Content starts
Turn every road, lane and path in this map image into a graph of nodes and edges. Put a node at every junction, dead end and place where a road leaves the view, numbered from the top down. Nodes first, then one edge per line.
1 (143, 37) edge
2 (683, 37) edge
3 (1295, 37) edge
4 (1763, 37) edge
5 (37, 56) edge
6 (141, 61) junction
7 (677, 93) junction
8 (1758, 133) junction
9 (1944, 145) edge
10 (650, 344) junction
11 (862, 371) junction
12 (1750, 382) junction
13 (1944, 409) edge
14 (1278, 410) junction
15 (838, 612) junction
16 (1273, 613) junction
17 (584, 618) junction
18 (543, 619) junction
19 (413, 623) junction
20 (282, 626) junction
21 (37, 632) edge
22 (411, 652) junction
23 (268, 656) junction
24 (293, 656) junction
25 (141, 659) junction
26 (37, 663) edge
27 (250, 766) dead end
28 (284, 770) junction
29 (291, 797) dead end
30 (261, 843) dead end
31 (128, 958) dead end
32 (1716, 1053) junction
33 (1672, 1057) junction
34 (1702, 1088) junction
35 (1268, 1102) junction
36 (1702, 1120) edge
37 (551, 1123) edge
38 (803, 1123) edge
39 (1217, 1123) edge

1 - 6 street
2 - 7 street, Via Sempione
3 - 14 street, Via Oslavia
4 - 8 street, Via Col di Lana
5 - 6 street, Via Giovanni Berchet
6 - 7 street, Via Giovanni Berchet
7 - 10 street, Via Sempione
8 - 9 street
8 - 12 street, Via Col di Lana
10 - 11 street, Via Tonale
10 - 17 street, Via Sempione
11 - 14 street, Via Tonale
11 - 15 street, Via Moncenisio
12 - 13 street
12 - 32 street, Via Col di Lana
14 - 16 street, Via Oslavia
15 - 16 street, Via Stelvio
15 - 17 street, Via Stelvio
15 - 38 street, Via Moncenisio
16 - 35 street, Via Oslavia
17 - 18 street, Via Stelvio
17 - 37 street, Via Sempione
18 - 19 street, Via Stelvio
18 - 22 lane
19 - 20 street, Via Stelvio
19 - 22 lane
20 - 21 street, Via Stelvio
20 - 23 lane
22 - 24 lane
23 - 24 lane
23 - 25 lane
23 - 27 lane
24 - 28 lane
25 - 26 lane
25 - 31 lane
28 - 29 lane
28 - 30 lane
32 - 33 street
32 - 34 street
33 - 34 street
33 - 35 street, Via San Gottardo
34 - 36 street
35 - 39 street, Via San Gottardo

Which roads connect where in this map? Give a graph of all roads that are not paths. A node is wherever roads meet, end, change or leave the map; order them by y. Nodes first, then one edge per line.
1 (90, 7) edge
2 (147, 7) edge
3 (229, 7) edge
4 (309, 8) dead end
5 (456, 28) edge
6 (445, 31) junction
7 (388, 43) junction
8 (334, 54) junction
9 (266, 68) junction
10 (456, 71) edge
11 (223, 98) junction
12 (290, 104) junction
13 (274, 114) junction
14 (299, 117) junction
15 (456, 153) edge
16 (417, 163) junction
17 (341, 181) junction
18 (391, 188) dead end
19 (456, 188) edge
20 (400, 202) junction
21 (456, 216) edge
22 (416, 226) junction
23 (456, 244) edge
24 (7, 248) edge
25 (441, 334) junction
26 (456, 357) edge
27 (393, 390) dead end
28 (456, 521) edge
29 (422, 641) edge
Content ends
**Try it**
Each entry must be retyped exactly as it was written above.

**Output of the exercise**
Turn every road, lane and path in this map image into a graph of nodes and edges. Put a node at every junction, dead end and place where a road leaves the view, numbered from the top down. Nodes first, then one edge per line.
1 (143, 37) edge
2 (683, 37) edge
3 (1295, 37) edge
4 (1763, 37) edge
5 (37, 56) edge
6 (141, 61) junction
7 (677, 93) junction
8 (1758, 133) junction
9 (1944, 145) edge
10 (650, 344) junction
11 (862, 371) junction
12 (1750, 382) junction
13 (1944, 409) edge
14 (1278, 410) junction
15 (838, 612) junction
16 (1273, 613) junction
17 (584, 618) junction
18 (543, 619) junction
19 (413, 623) junction
20 (282, 626) junction
21 (37, 632) edge
22 (411, 652) junction
23 (268, 656) junction
24 (293, 656) junction
25 (141, 659) junction
26 (37, 663) edge
27 (250, 766) dead end
28 (284, 770) junction
29 (291, 797) dead end
30 (261, 843) dead end
31 (128, 958) dead end
32 (1716, 1053) junction
33 (1672, 1057) junction
34 (1702, 1088) junction
35 (1268, 1102) junction
36 (1702, 1120) edge
37 (551, 1123) edge
38 (803, 1123) edge
39 (1217, 1123) edge

1 - 6 street
2 - 7 street, Via Sempione
3 - 14 street, Via Oslavia
4 - 8 street, Via Col di Lana
5 - 6 street, Via Giovanni Berchet
6 - 7 street, Via Giovanni Berchet
7 - 10 street, Via Sempione
8 - 9 street
8 - 12 street, Via Col di Lana
10 - 11 street, Via Tonale
10 - 17 street, Via Sempione
11 - 14 street, Via Tonale
11 - 15 street, Via Moncenisio
12 - 13 street
12 - 32 street, Via Col di Lana
14 - 16 street, Via Oslavia
15 - 16 street, Via Stelvio
15 - 17 street, Via Stelvio
15 - 38 street, Via Moncenisio
16 - 35 street, Via Oslavia
17 - 18 street, Via Stelvio
17 - 37 street, Via Sempione
18 - 19 street, Via Stelvio
18 - 22 lane
19 - 20 street, Via Stelvio
19 - 22 lane
20 - 21 street, Via Stelvio
20 - 23 lane
22 - 24 lane
23 - 24 lane
23 - 25 lane
23 - 27 lane
24 - 28 lane
25 - 26 lane
25 - 31 lane
28 - 29 lane
28 - 30 lane
32 - 33 street
32 - 34 street
33 - 34 street
33 - 35 street, Via San Gottardo
34 - 36 street
35 - 39 street, Via San Gottardo

Which roads connect where in this map? Give a graph of all roads that are not paths. A node is wherever roads meet, end, change or leave the map; order them by y. Nodes first, then one edge per line.
1 (90, 7) edge
2 (147, 7) edge
3 (229, 7) edge
4 (309, 8) dead end
5 (456, 28) edge
6 (445, 31) junction
7 (388, 43) junction
8 (334, 54) junction
9 (266, 68) junction
10 (456, 71) edge
11 (223, 98) junction
12 (290, 104) junction
13 (274, 114) junction
14 (299, 117) junction
15 (456, 153) edge
16 (417, 163) junction
17 (341, 181) junction
18 (391, 188) dead end
19 (456, 188) edge
20 (400, 202) junction
21 (456, 216) edge
22 (416, 226) junction
23 (456, 244) edge
24 (7, 248) edge
25 (441, 334) junction
26 (456, 357) edge
27 (393, 390) dead end
28 (456, 521) edge
29 (422, 641) edge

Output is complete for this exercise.